§ Assigned task: A verbatim copy of every entry is required.

§ Source information:
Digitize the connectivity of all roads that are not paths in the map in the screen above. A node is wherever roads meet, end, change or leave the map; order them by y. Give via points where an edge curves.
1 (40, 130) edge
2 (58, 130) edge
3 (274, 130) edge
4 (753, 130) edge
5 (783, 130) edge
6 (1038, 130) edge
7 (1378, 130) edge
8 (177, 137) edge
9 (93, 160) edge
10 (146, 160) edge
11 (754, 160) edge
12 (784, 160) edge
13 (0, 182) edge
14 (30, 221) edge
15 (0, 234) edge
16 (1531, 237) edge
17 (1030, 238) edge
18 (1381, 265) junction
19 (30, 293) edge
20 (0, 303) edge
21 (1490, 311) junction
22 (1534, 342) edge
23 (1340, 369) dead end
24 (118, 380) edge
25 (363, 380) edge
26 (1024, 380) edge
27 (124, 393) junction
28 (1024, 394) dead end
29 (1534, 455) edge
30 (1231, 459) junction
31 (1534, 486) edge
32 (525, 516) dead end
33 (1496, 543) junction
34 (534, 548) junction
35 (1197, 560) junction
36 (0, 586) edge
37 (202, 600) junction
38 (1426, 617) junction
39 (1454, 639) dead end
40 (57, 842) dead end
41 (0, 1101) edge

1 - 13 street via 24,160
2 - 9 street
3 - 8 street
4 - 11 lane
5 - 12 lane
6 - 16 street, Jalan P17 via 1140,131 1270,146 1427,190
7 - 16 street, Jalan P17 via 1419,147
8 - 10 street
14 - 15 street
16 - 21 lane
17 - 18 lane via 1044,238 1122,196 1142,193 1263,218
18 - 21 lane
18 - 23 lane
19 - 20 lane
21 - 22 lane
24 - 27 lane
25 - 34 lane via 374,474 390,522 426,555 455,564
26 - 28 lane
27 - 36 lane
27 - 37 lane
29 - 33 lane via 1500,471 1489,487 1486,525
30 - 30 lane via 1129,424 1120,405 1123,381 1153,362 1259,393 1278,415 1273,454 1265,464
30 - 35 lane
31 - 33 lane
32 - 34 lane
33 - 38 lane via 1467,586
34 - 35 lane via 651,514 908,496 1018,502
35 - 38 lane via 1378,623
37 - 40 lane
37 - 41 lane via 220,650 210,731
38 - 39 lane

§ Task solution:
Digitize the connectivity of all roads that are not paths in the map in the screen above. A node is wherever roads meet, end, change or leave the map; order them by y. Give via points where an edge curves.
1 (40, 130) edge
2 (58, 130) edge
3 (274, 130) edge
4 (753, 130) edge
5 (783, 130) edge
6 (1038, 130) edge
7 (1378, 130) edge
8 (177, 137) edge
9 (93, 160) edge
10 (146, 160) edge
11 (754, 160) edge
12 (784, 160) edge
13 (0, 182) edge
14 (30, 221) edge
15 (0, 234) edge
16 (1531, 237) edge
17 (1030, 238) edge
18 (1381, 265) junction
19 (30, 293) edge
20 (0, 303) edge
21 (1490, 311) junction
22 (1534, 342) edge
23 (1340, 369) dead end
24 (118, 380) edge
25 (363, 380) edge
26 (1024, 380) edge
27 (124, 393) junction
28 (1024, 394) dead end
29 (1534, 455) edge
30 (1231, 459) junction
31 (1534, 486) edge
32 (525, 516) dead end
33 (1496, 543) junction
34 (534, 548) junction
35 (1197, 560) junction
36 (0, 586) edge
37 (202, 600) junction
38 (1426, 617) junction
39 (1454, 639) dead end
40 (57, 842) dead end
41 (0, 1101) edge

1 - 13 street via 24,160
2 - 9 street
3 - 8 street
4 - 11 lane
5 - 12 lane
6 - 16 street, Jalan P17 via 1140,131 1270,146 1427,190
7 - 16 street, Jalan P17 via 1419,147
8 - 10 street
14 - 15 street
16 - 21 lane
17 - 18 lane via 1044,238 1122,196 1142,193 1263,218
18 - 21 lane
18 - 23 lane
19 - 20 lane
21 - 22 lane
24 - 27 lane
25 - 34 lane via 374,474 390,522 426,555 455,564
26 - 28 lane
27 - 36 lane
27 - 37 lane
29 - 33 lane via 1500,471 1489,487 1486,525
30 - 30 lane via 1129,424 1120,405 1123,381 1153,362 1259,393 1278,415 1273,454 1265,464
30 - 35 lane
31 - 33 lane
32 - 34 lane
33 - 38 lane via 1467,586
34 - 35 lane via 651,514 908,496 1018,502
35 - 38 lane via 1378,623
37 - 40 lane
37 - 41 lane via 220,650 210,731
38 - 39 lane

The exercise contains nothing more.